Entomology, Department of
Elucidation of the MicroRNA Transcriptome in Western Corn Rootworm Reveals Its Dynamic and Evolutionary Complexity
Date of this Version
Genomics Proteomics Bioinformatics 19 (2021) 800–814
Diabrotica virgifera virgifera (western corn rootworm, WCR) is one of the most destructive agricultural insect pests in North America. It is highly adaptive to environmental stimuli and crop protection technologies. However, little is known about the underlying genetic basis of WCR behavior and adaptation. More specifically, the involvement of small RNAs (sRNAs), especially microRNAs (miRNAs), a class of endogenous small non-coding RNAs that regulate various biological processes, has not been examined, and the datasets of putative sRNA sequences have not previously been generated for WCR. To achieve a comprehensive collection of sRNA transcriptomes in WCR, we constructed, sequenced, and analyzed sRNA libraries from different life stages of WCR and northern corn rootworm (NCR), and identified 101 conserved precursor miRNAs (pre-miRNAs) in WCR and other Arthropoda.

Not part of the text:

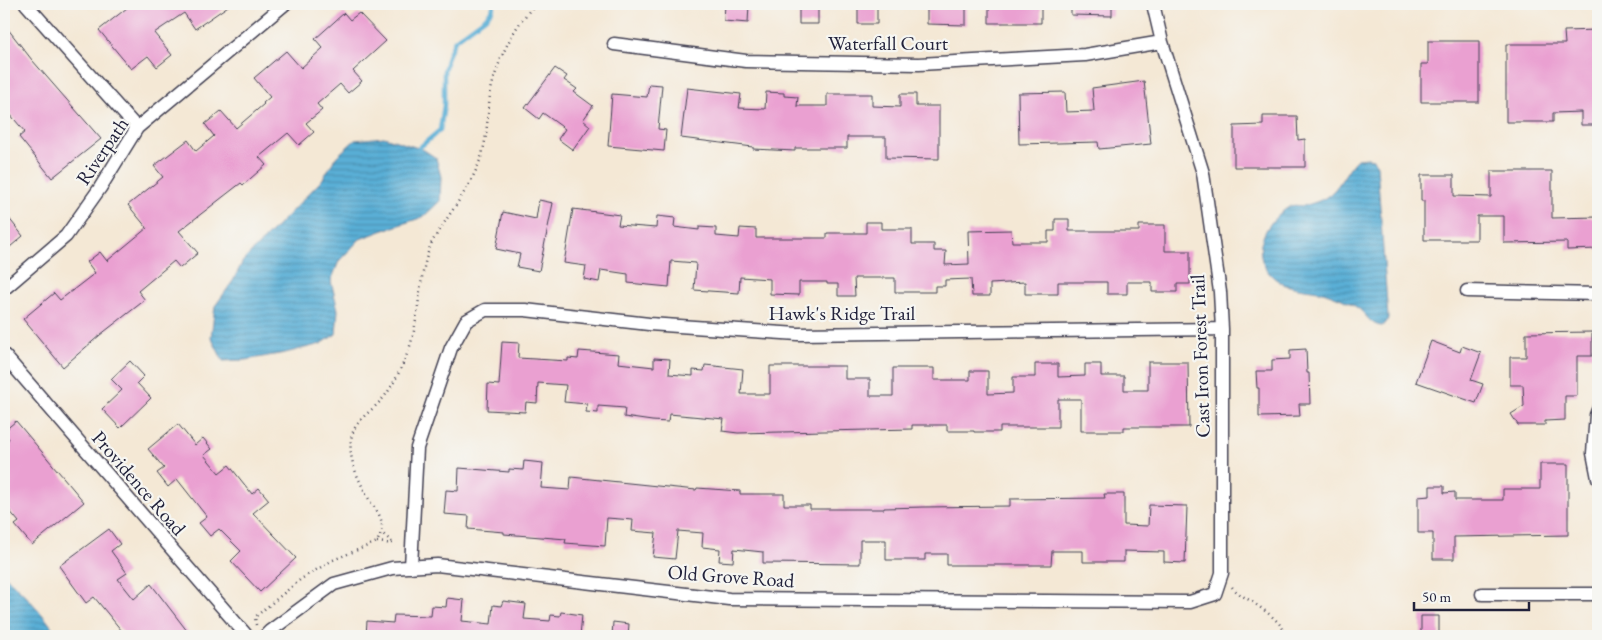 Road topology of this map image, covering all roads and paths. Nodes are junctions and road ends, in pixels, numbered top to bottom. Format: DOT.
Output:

We also identified 277 corn rootworm specific pre-miRNAs. Systematic analyses of sRNA populations in WCR revealed that its sRNA transcriptome, which includes PIWI-interacting RNAs (piRNAs) and miRNAs, undergoes a dynamic change throughout insect development. Phylogenetic analysis of miRNA datasets from model species reveals that a large pool of species-specific miRNAs exists in corn rootworm; these are potentially evolutionarily transient. Comparisons of WCR miRNA clusters to other insect species highlight conserved miRNA-regulated processes that are common to insects. Parallel Analysis of RNA Ends (PARE) also uncovered potential miRNA-guided cleavage sites in WCR. Overall, this study provides a new resource for studying the sRNA transcriptome and miRNA-mediated gene regulation in WCR and other Coleopteran insects.